Track and field is a diverse sport that includes sprints, distance runs, jumps, and throws. While each discipline has specific demands, all track athletes benefit from training that enhances power, speed, endurance, coordination, and injury resistance. The best exercises for track athletes depend on their event, but many foundational movements support overall performance across all categories. Below are top exercises that help athletes run faster, jump higher, and stay strong through competition and training.
1. Lower Body Strength and Power
Strong, explosive legs are essential for sprinting, jumping, and pushing off during each stride.
Back Squats
Squats build strength in the glutes, quads, hamstrings, and calves. They are fundamental for improving force production and stride power in sprinters, jumpers, and throwers.
Deadlifts
Deadlifts train the posterior chain—glutes, hamstrings, and lower back. This improves power, running mechanics, and injury prevention.
Step-Ups
Using a box or bench, step-ups develop single-leg strength, knee drive, and hip stability. Great for sprinters and middle-distance runners.
Walking Lunges
Improve balance, coordination, and unilateral leg strength. Especially helpful for developing a balanced and powerful stride.

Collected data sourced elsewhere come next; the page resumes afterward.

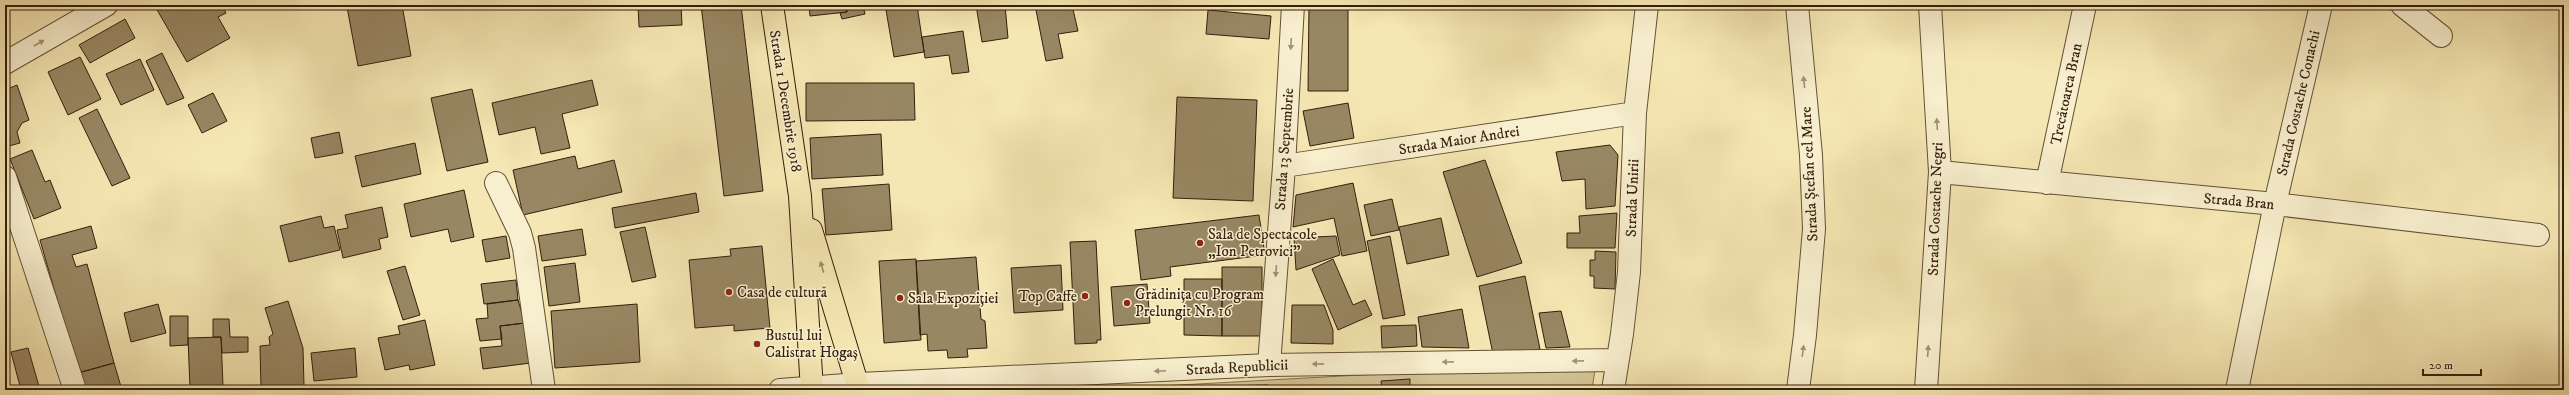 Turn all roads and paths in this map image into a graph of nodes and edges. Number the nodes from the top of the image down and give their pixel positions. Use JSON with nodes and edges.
{"nodes":[{"id":1,"x":106,"y":5,"type":"edge"},
{"id":2,"x":772,"y":5,"type":"edge"},
{"id":3,"x":1293,"y":5,"type":"edge"},
{"id":4,"x":1647,"y":5,"type":"edge"},
{"id":5,"x":1797,"y":5,"type":"edge"},
{"id":6,"x":1930,"y":5,"type":"edge"},
{"id":7,"x":2085,"y":5,"type":"edge"},
{"id":8,"x":2321,"y":5,"type":"edge"},
{"id":9,"x":2402,"y":5,"type":"edge"},
{"id":10,"x":2441,"y":36,"type":"dead end"},
{"id":11,"x":5,"y":63,"type":"edge"},
{"id":12,"x":1635,"y":113,"type":"junction"},
{"id":13,"x":1284,"y":166,"type":"junction"},
{"id":14,"x":1940,"y":172,"type":"junction"},
{"id":15,"x":5,"y":177,"type":"edge"},
{"id":16,"x":2047,"y":183,"type":"junction"},
{"id":17,"x":496,"y":184,"type":"dead end"},
{"id":18,"x":800,"y":196,"type":"junction"},
{"id":19,"x":2275,"y":204,"type":"junction"},
{"id":20,"x":2538,"y":235,"type":"dead end"},
{"id":21,"x":1617,"y":360,"type":"junction"},
{"id":22,"x":1269,"y":365,"type":"junction"},
{"id":23,"x":859,"y":387,"type":"edge"},
{"id":24,"x":812,"y":389,"type":"edge"},
{"id":25,"x":75,"y":390,"type":"edge"},
{"id":26,"x":544,"y":390,"type":"edge"},
{"id":27,"x":780,"y":390,"type":"edge"},
{"id":28,"x":1613,"y":390,"type":"edge"},
{"id":29,"x":1798,"y":390,"type":"edge"},
{"id":30,"x":1926,"y":390,"type":"edge"},
{"id":31,"x":2237,"y":390,"type":"edge"}],
"edges":[{"from":11,"to":1,"type":"street","one_way":true},
{"from":2,"to":18,"type":"main road","name":"Strada 1 Decembrie 1918"},
{"from":3,"to":13,"type":"street","name":"Strada 13 Septembrie","one_way":true},
{"from":4,"to":12,"type":"street","name":"Strada Unirii"},
{"from":29,"to":5,"type":"street","name":"Strada Ștefan cel Mare","one_way":true},
{"from":14,"to":6,"type":"street","name":"Strada Costache Negri","one_way":true},
{"from":7,"to":16,"type":"street","name":"Trecătoarea Bran"},
{"from":8,"to":19,"type":"street","name":"Strada Costache Conachi"},
{"from":9,"to":10,"type":"street"},
{"from":12,"to":13,"type":"street","name":"Strada Maior Andrei"},
{"from":12,"to":21,"type":"street","name":"Strada Unirii"},
{"from":13,"to":22,"type":"street","name":"Strada 13 Septembrie","one_way":true},
{"from":14,"to":16,"type":"street","name":"Strada Bran"},
{"from":30,"to":14,"type":"street","name":"Strada Costache Negri","one_way":true},
{"from":15,"to":25,"type":"street"},
{"from":16,"to":19,"type":"street","name":"Strada Bran"},
{"from":17,"to":26,"type":"street"},
{"from":23,"to":18,"type":"main road","name":"Strada 1 Decembrie 1918","one_way":true},
{"from":18,"to":24,"type":"main road","name":"Strada 1 Decembrie 1918"},
{"from":19,"to":20,"type":"street","name":"Strada Bran"},
{"from":19,"to":31,"type":"street","name":"Strada Costache Conachi"},
{"from":21,"to":22,"type":"street","name":"Strada Republicii","one_way":true},
{"from":21,"to":28,"type":"street","name":"Strada Unirii"},
{"from":22,"to":23,"type":"street","name":"Strada Republicii","one_way":true},
{"from":23,"to":24,"type":"street","name":"Strada Republicii"},
{"from":24,"to":27,"type":"street","name":"Strada Republicii"}]}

2. Plyometrics and Explosiveness
Plyometric training develops the fast-twitch muscle fibers needed for explosive starts, sprint acceleration, and jumping events.
Box Jumps
These increase vertical power and reactive strength. Use different heights to challenge explosiveness.
Bounding
Simulates the long stride and power phase of sprinting or triple jump. Improves stride length and ground contact efficiency.
Depth Jumps
Step off a box, land, and jump immediately. Trains reactive strength and rapid force production—key for sprint starts and jumps.

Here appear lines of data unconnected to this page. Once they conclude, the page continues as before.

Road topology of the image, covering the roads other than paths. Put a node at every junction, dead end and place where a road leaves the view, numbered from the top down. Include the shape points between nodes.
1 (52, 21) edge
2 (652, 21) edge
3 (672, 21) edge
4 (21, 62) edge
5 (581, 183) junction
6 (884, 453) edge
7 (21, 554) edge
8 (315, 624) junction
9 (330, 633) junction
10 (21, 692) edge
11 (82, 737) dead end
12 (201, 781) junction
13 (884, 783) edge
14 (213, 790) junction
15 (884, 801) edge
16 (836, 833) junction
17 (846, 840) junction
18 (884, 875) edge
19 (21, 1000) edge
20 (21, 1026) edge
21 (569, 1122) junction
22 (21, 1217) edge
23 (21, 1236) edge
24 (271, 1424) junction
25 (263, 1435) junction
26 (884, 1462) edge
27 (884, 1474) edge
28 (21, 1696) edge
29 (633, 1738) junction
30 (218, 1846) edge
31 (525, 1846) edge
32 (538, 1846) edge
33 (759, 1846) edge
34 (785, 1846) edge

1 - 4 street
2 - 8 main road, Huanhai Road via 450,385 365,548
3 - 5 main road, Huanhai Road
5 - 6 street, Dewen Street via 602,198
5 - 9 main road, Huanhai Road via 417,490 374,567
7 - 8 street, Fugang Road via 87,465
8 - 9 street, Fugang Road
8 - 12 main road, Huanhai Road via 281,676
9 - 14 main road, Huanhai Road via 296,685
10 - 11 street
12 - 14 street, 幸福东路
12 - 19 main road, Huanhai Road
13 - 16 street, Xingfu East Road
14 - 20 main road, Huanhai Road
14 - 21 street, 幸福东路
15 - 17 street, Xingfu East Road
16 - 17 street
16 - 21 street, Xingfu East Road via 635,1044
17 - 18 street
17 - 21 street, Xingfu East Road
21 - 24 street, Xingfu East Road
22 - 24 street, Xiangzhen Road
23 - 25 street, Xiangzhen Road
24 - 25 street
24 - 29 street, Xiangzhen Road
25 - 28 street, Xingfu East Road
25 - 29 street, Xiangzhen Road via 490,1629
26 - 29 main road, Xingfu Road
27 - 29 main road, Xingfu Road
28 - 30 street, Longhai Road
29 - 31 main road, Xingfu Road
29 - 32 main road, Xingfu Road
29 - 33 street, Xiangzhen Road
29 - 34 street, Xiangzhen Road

3. Speed and Sprint Mechanics
Whether you’re a sprinter or a distance runner, developing efficient sprint mechanics is crucial for finishing strong and avoiding fatigue.
Sled Pushes or Resisted Sprints
Train acceleration and drive phase power. Resisted sprints help with explosiveness and technique off the blocks.
A-Skips and B-Skips
Drills that improve sprint form, coordination, and rhythm. A staple in every track athlete’s warm-up and technical routine.
High Knees
Enhance stride frequency and hip mobility while reinforcing upright posture during sprinting.
4. Core Strength and Stability
A strong core stabilizes the body, maintains posture, and helps transfer power from the legs through the torso.
Planks (Front and Side)
Build endurance and strength in the entire core. Side planks help with lateral stability for running and jumping.
Russian Twists
Great for rotational strength, especially important for throwers and mid-distance runners who need strong obliques.
Hanging Leg Raises
Target the lower abs and hip flexors. Useful for sprinters needing strong hip drive and jumpers who rely on explosive leg lifts.
5. Mobility and Injury Prevention
Maintaining joint mobility and muscular balance is key for injury prevention and longevity.
Dynamic Stretching (Leg Swings, Arm Circles)
Prepares the body for explosive movements. Improves range of motion without reducing muscle activation.
Foam Rolling and Hip Mobility Drills
Help reduce tightness in the hip flexors, IT bands, and calves—areas prone to overuse in runners and jumpers.
Final Thoughts
Track athletes benefit from a well-rounded strength and conditioning program that builds power, speed, and durability. Whether you’re a sprinter, jumper, or distance runner, incorporating these top exercises into your routine will improve performance and reduce the risk of injury. Consistency, recovery, and proper form are the keys to translating gym work into results on the track.